For every 1 percent swing in the Japanese equity market, leveraged and inverse funds have to buy or sell about $285 million near the close, according to a Sept. 12 report by Bank of America Corp.’s Merrill Lynch unit. Some speculators try to anticipate this demand, driving up activity in both shares and the futures market, which is used by leveraged funds to produce multiples of the return on their underlying indexes, according to Seiichi Suzuki, a market analyst at Tokai Tokyo Securities Co.
Nomura Asset cited inadequate liquidity in Japanese index futures for its decision to halt subscription orders for its leveraged ETF. The fund held 79,855 Nikkei 225 futures contracts on Oct. 14, about 23 percent of market-wide open interest, according to data compiled by Japan Exchange Group Inc. and Bloomberg.

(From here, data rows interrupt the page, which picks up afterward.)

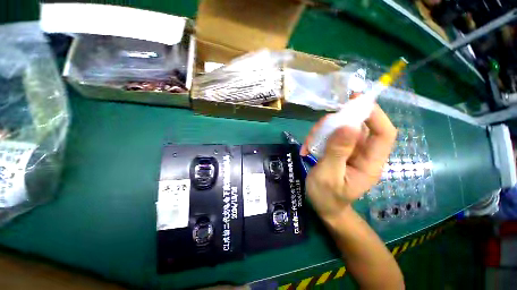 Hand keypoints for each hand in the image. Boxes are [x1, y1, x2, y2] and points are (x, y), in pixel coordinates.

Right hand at [301, 104, 396, 219]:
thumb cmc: (327, 196)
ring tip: (308, 144)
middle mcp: (363, 153)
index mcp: (369, 163)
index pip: (383, 133)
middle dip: (337, 122)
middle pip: (358, 127)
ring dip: (322, 131)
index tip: (356, 101)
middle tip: (319, 127)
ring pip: (341, 129)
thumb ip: (337, 152)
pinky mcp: (339, 150)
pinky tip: (307, 148)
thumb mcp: (328, 176)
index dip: (375, 115)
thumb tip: (348, 124)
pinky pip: (330, 136)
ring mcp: (350, 150)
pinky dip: (317, 137)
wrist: (323, 206) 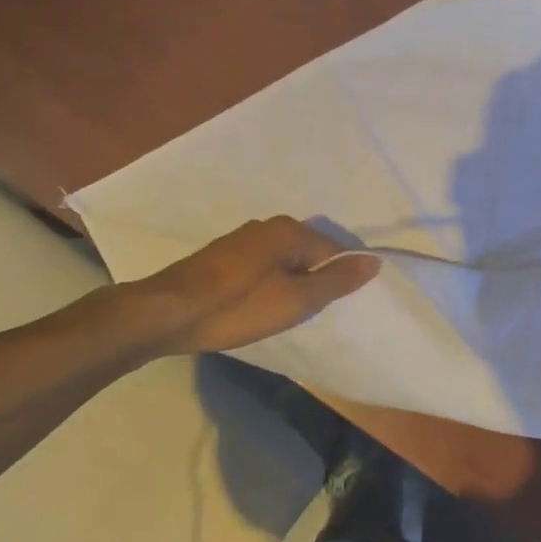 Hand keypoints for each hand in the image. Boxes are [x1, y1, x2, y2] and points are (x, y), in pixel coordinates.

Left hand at [120, 217, 380, 354]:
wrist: (166, 313)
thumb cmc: (237, 307)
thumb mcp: (295, 300)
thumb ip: (336, 281)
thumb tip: (374, 262)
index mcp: (289, 231)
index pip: (333, 252)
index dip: (338, 280)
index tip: (331, 307)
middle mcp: (267, 226)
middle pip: (308, 254)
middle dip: (312, 282)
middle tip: (305, 315)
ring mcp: (242, 239)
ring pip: (283, 261)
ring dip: (288, 284)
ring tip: (280, 314)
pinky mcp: (222, 256)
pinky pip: (261, 266)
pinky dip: (267, 285)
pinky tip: (255, 306) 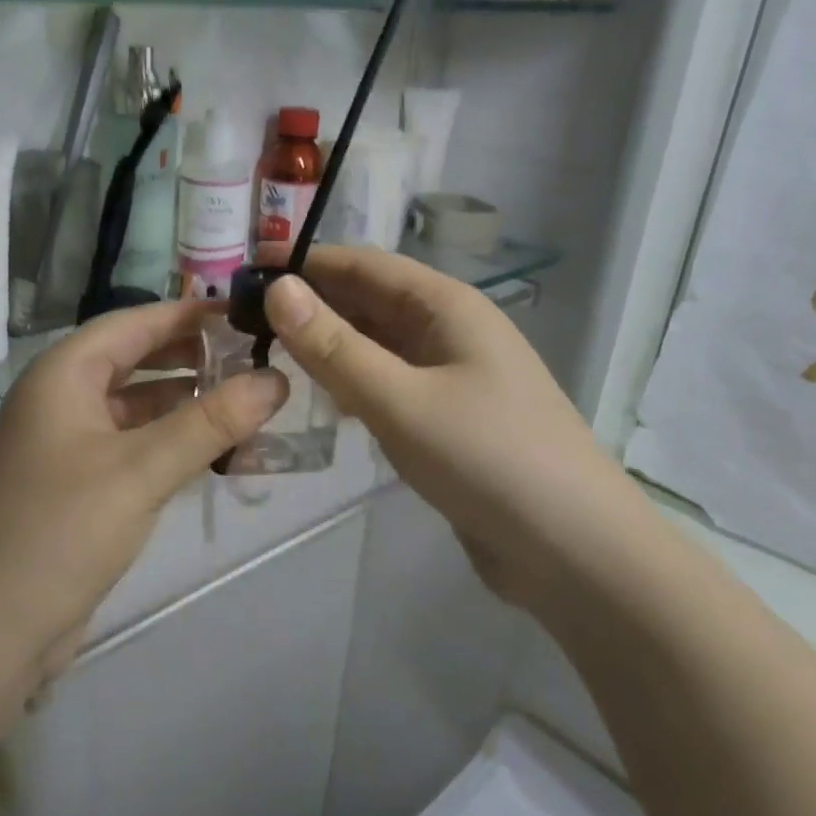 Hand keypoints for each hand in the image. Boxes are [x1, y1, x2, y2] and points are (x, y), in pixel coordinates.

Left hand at [0, 300, 289, 681]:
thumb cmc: (59, 533)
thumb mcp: (141, 470)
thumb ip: (211, 422)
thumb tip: (276, 378)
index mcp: (62, 375)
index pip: (134, 322)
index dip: (190, 314)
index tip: (247, 313)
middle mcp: (60, 399)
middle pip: (136, 361)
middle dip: (192, 358)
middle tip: (257, 358)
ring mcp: (66, 446)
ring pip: (137, 408)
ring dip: (187, 405)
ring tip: (250, 403)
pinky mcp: (76, 487)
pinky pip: (132, 448)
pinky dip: (171, 444)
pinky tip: (216, 453)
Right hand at [263, 246, 644, 607]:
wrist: (574, 552)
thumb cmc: (488, 459)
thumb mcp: (400, 400)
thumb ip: (334, 347)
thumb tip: (277, 289)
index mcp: (446, 306)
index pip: (363, 264)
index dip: (305, 264)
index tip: (245, 275)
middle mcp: (450, 330)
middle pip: (369, 302)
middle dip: (311, 306)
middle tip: (242, 322)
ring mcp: (452, 376)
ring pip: (378, 345)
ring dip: (329, 346)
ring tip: (267, 356)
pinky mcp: (449, 419)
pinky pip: (390, 384)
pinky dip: (353, 384)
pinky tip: (322, 401) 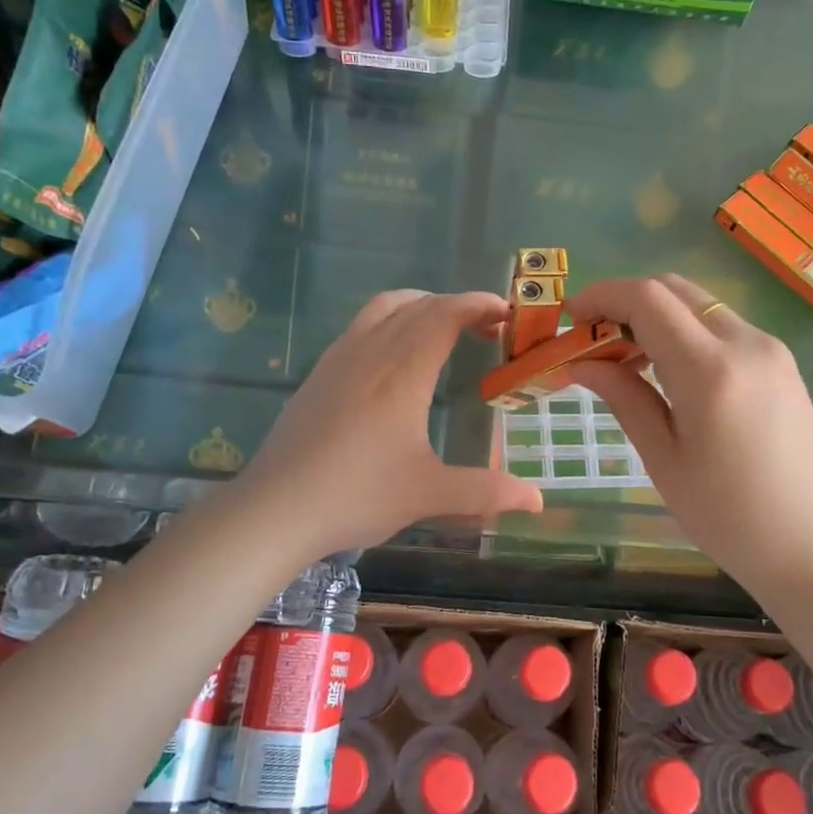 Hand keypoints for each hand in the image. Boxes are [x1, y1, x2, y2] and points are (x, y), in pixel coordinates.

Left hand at [236, 289, 544, 559]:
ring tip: (444, 329)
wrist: (275, 509)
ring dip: (422, 306)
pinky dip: (392, 320)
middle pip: (419, 305)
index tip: (507, 312)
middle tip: (487, 327)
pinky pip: (362, 325)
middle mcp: (371, 351)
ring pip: (385, 307)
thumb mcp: (428, 495)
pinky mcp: (319, 372)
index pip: (445, 314)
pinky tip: (395, 358)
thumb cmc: (356, 497)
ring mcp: (340, 358)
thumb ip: (486, 491)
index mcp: (402, 372)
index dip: (478, 304)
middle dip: (458, 305)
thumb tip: (537, 500)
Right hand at [566, 274, 812, 587]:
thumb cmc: (731, 518)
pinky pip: (721, 327)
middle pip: (673, 289)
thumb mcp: (664, 460)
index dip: (601, 296)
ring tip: (624, 358)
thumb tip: (582, 363)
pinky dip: (684, 331)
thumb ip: (624, 398)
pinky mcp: (781, 363)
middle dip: (625, 301)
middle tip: (593, 338)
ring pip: (698, 305)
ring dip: (655, 315)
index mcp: (710, 369)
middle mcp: (745, 343)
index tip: (570, 317)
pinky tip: (667, 370)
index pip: (647, 298)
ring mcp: (769, 350) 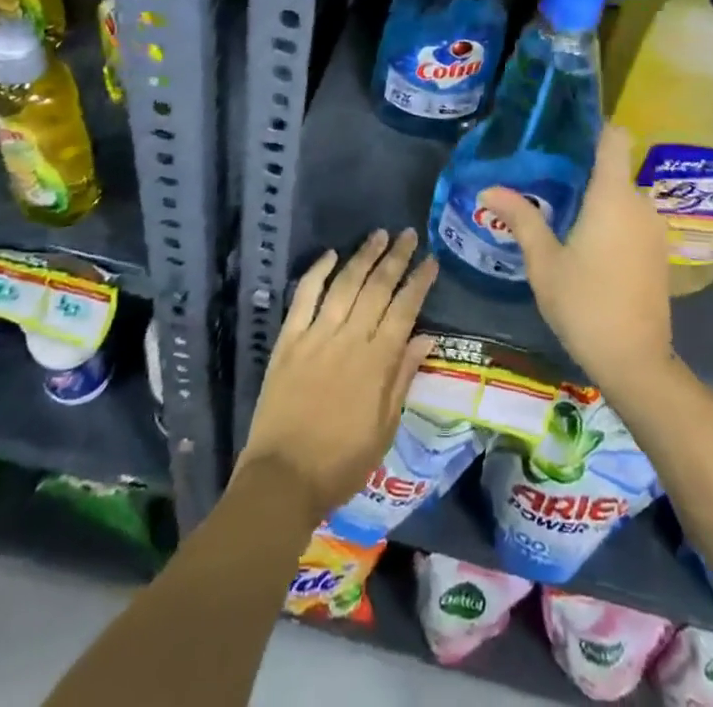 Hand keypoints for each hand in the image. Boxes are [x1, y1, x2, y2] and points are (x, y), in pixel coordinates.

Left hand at [237, 230, 438, 527]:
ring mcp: (316, 336)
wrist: (281, 479)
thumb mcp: (384, 430)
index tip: (431, 260)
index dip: (419, 282)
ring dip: (363, 256)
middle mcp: (349, 339)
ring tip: (379, 235)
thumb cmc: (340, 463)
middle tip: (408, 234)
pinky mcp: (288, 340)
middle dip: (396, 258)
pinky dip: (317, 272)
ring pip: (345, 284)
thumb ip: (402, 378)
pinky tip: (330, 255)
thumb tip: (426, 337)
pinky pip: (304, 296)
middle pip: (377, 288)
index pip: (404, 310)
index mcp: (377, 362)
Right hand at [480, 126, 672, 392]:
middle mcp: (640, 204)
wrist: (635, 360)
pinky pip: (633, 220)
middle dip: (584, 172)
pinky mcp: (658, 253)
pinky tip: (586, 243)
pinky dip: (612, 221)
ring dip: (598, 200)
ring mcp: (654, 230)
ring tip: (561, 212)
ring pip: (623, 197)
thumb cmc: (584, 303)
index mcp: (613, 195)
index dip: (595, 128)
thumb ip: (521, 219)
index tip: (566, 132)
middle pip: (614, 169)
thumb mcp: (544, 261)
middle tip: (546, 179)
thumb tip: (488, 190)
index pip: (615, 138)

Despite its growing heft in the futures market, Nomura Asset rejected the assertion that its trades are increasing volatility. Investors in the ETF tend to be contrarians, selling when the market rises and vice versa, Tomohisa Hanabata, a senior manager at the firm, said in an Oct. 9 interview. Those capital flows reduce the size of trades the ETF must make to ensure it delivers its promised returns, he said.
That view is backed up by a U.S. Federal Reserve analysis of leveraged ETFs in America’s equity market. The Fed paper, published last November by economists Ivan Ivanov and Stephen Lenkey, concluded that concerns over the funds’ market impact are probably overblown.
In Japan, the firepower of leveraged funds has grown so big that their trades are amplifying end-of-day moves, BofA analysts William Chan and Puay-Ing Ong wrote in a Sept. 12 report. They pointed to data showing the correlation between returns in the Nikkei 225 during the final 15 minutes and the rest of the trading day has increased to about 0.6, from around minus 0.4 at the end of last year.
“ETFs are clearly becoming a larger part of daily turnover,” said Michael Newman, head of corporate advisory at Custom Products Research Ltd. As the leveraged funds get bigger, “the pressure on excess volatility also is rising,” he said.
The Nikkei 225 slipped 0.9 percent in Tokyo on Monday, as the Next Funds ETF lost 1.4 percent.
While Nomura Asset has halted subscriptions for the ETF, it will keep accepting redemptions. If investors begin to pull money out, that should reduce the fund’s market impact, said Tomoichiro Kubota, a senior analyst at Matsui Securities Co. Shareholders have already withdrawn the equivalent of $666 million in the eight trading sessions through Oct. 15, after pouring in $5.8 billion during the preceding five months, data compiled by Bloomberg show.
“In theory, volatility should shrink,” Kubota said.